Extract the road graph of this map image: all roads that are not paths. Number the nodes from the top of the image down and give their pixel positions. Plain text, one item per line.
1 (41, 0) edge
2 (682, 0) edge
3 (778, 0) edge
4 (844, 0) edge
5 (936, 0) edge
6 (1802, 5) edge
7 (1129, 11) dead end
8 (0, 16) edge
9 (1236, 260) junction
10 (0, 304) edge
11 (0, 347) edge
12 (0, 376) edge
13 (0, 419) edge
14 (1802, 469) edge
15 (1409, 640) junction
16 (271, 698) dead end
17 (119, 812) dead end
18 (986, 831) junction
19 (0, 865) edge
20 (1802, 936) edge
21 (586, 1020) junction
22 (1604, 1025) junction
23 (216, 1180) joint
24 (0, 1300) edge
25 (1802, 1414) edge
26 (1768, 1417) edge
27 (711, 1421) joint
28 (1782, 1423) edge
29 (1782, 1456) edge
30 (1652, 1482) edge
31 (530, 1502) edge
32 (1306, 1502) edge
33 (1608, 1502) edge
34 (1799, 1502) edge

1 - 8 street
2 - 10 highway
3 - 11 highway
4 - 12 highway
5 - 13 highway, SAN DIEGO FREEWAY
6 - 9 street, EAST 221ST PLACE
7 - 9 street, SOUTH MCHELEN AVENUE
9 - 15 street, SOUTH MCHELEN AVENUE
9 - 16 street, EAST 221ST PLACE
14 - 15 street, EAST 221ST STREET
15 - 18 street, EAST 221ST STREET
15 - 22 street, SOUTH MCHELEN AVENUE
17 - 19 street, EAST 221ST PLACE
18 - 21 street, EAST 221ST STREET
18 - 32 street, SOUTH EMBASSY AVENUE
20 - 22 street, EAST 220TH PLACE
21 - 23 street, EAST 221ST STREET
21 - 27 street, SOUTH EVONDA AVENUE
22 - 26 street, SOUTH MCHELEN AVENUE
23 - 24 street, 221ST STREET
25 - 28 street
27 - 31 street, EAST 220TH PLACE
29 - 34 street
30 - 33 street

☆ ☆ ☆ ☆ ☆

### Task description
The data above needs to be retyped in full, exactly as given.

### Response
Extract the road graph of this map image: all roads that are not paths. Number the nodes from the top of the image down and give their pixel positions. Plain text, one item per line.
1 (41, 0) edge
2 (682, 0) edge
3 (778, 0) edge
4 (844, 0) edge
5 (936, 0) edge
6 (1802, 5) edge
7 (1129, 11) dead end
8 (0, 16) edge
9 (1236, 260) junction
10 (0, 304) edge
11 (0, 347) edge
12 (0, 376) edge
13 (0, 419) edge
14 (1802, 469) edge
15 (1409, 640) junction
16 (271, 698) dead end
17 (119, 812) dead end
18 (986, 831) junction
19 (0, 865) edge
20 (1802, 936) edge
21 (586, 1020) junction
22 (1604, 1025) junction
23 (216, 1180) joint
24 (0, 1300) edge
25 (1802, 1414) edge
26 (1768, 1417) edge
27 (711, 1421) joint
28 (1782, 1423) edge
29 (1782, 1456) edge
30 (1652, 1482) edge
31 (530, 1502) edge
32 (1306, 1502) edge
33 (1608, 1502) edge
34 (1799, 1502) edge

1 - 8 street
2 - 10 highway
3 - 11 highway
4 - 12 highway
5 - 13 highway, SAN DIEGO FREEWAY
6 - 9 street, EAST 221ST PLACE
7 - 9 street, SOUTH MCHELEN AVENUE
9 - 15 street, SOUTH MCHELEN AVENUE
9 - 16 street, EAST 221ST PLACE
14 - 15 street, EAST 221ST STREET
15 - 18 street, EAST 221ST STREET
15 - 22 street, SOUTH MCHELEN AVENUE
17 - 19 street, EAST 221ST PLACE
18 - 21 street, EAST 221ST STREET
18 - 32 street, SOUTH EMBASSY AVENUE
20 - 22 street, EAST 220TH PLACE
21 - 23 street, EAST 221ST STREET
21 - 27 street, SOUTH EVONDA AVENUE
22 - 26 street, SOUTH MCHELEN AVENUE
23 - 24 street, 221ST STREET
25 - 28 street
27 - 31 street, EAST 220TH PLACE
29 - 34 street
30 - 33 street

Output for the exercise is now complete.